INPUT RECORDS
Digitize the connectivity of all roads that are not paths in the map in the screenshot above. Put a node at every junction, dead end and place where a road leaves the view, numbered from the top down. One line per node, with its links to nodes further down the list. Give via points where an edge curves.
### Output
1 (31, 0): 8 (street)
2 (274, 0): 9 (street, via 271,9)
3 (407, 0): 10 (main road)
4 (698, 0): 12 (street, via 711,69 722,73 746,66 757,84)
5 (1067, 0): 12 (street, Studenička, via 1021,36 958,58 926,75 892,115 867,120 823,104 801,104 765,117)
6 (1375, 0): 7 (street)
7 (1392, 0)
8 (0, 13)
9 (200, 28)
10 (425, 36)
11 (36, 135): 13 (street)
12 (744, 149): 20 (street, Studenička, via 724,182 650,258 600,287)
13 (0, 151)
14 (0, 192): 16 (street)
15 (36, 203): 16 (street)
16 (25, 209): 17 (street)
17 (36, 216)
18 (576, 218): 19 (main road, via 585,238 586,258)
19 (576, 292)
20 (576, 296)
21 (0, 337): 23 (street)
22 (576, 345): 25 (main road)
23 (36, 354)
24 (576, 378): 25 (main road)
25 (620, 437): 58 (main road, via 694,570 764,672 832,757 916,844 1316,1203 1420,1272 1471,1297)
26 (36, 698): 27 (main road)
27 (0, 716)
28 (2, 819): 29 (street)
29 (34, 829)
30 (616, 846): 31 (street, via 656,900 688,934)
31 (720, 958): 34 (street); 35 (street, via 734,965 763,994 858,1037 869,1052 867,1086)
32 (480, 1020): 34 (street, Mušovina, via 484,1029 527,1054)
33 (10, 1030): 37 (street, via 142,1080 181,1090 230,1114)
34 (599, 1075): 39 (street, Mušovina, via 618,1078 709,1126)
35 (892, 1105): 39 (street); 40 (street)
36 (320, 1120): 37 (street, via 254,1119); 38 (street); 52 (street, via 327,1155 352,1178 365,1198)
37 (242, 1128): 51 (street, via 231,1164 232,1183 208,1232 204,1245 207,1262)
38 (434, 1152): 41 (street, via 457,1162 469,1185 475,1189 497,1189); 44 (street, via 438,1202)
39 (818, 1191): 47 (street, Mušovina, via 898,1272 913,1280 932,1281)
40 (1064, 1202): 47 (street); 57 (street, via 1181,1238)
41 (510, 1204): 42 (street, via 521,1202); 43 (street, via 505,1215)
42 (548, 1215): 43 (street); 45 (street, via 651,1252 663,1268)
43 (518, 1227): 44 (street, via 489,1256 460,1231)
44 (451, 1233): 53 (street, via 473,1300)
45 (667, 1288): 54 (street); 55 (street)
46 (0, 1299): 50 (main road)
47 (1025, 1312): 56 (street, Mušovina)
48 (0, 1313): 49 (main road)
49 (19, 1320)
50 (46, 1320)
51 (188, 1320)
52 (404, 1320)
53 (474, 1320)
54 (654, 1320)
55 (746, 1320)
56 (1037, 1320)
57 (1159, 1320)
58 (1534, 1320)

WORK ITEM
Can you reproduce all the material exactly?

ANSWER BOX
Digitize the connectivity of all roads that are not paths in the map in the screenshot above. Put a node at every junction, dead end and place where a road leaves the view, numbered from the top down. One line per node, with its links to nodes further down the list. Give via points where an edge curves.
### Output
1 (31, 0): 8 (street)
2 (274, 0): 9 (street, via 271,9)
3 (407, 0): 10 (main road)
4 (698, 0): 12 (street, via 711,69 722,73 746,66 757,84)
5 (1067, 0): 12 (street, Studenička, via 1021,36 958,58 926,75 892,115 867,120 823,104 801,104 765,117)
6 (1375, 0): 7 (street)
7 (1392, 0)
8 (0, 13)
9 (200, 28)
10 (425, 36)
11 (36, 135): 13 (street)
12 (744, 149): 20 (street, Studenička, via 724,182 650,258 600,287)
13 (0, 151)
14 (0, 192): 16 (street)
15 (36, 203): 16 (street)
16 (25, 209): 17 (street)
17 (36, 216)
18 (576, 218): 19 (main road, via 585,238 586,258)
19 (576, 292)
20 (576, 296)
21 (0, 337): 23 (street)
22 (576, 345): 25 (main road)
23 (36, 354)
24 (576, 378): 25 (main road)
25 (620, 437): 58 (main road, via 694,570 764,672 832,757 916,844 1316,1203 1420,1272 1471,1297)
26 (36, 698): 27 (main road)
27 (0, 716)
28 (2, 819): 29 (street)
29 (34, 829)
30 (616, 846): 31 (street, via 656,900 688,934)
31 (720, 958): 34 (street); 35 (street, via 734,965 763,994 858,1037 869,1052 867,1086)
32 (480, 1020): 34 (street, Mušovina, via 484,1029 527,1054)
33 (10, 1030): 37 (street, via 142,1080 181,1090 230,1114)
34 (599, 1075): 39 (street, Mušovina, via 618,1078 709,1126)
35 (892, 1105): 39 (street); 40 (street)
36 (320, 1120): 37 (street, via 254,1119); 38 (street); 52 (street, via 327,1155 352,1178 365,1198)
37 (242, 1128): 51 (street, via 231,1164 232,1183 208,1232 204,1245 207,1262)
38 (434, 1152): 41 (street, via 457,1162 469,1185 475,1189 497,1189); 44 (street, via 438,1202)
39 (818, 1191): 47 (street, Mušovina, via 898,1272 913,1280 932,1281)
40 (1064, 1202): 47 (street); 57 (street, via 1181,1238)
41 (510, 1204): 42 (street, via 521,1202); 43 (street, via 505,1215)
42 (548, 1215): 43 (street); 45 (street, via 651,1252 663,1268)
43 (518, 1227): 44 (street, via 489,1256 460,1231)
44 (451, 1233): 53 (street, via 473,1300)
45 (667, 1288): 54 (street); 55 (street)
46 (0, 1299): 50 (main road)
47 (1025, 1312): 56 (street, Mušovina)
48 (0, 1313): 49 (main road)
49 (19, 1320)
50 (46, 1320)
51 (188, 1320)
52 (404, 1320)
53 (474, 1320)
54 (654, 1320)
55 (746, 1320)
56 (1037, 1320)
57 (1159, 1320)
58 (1534, 1320)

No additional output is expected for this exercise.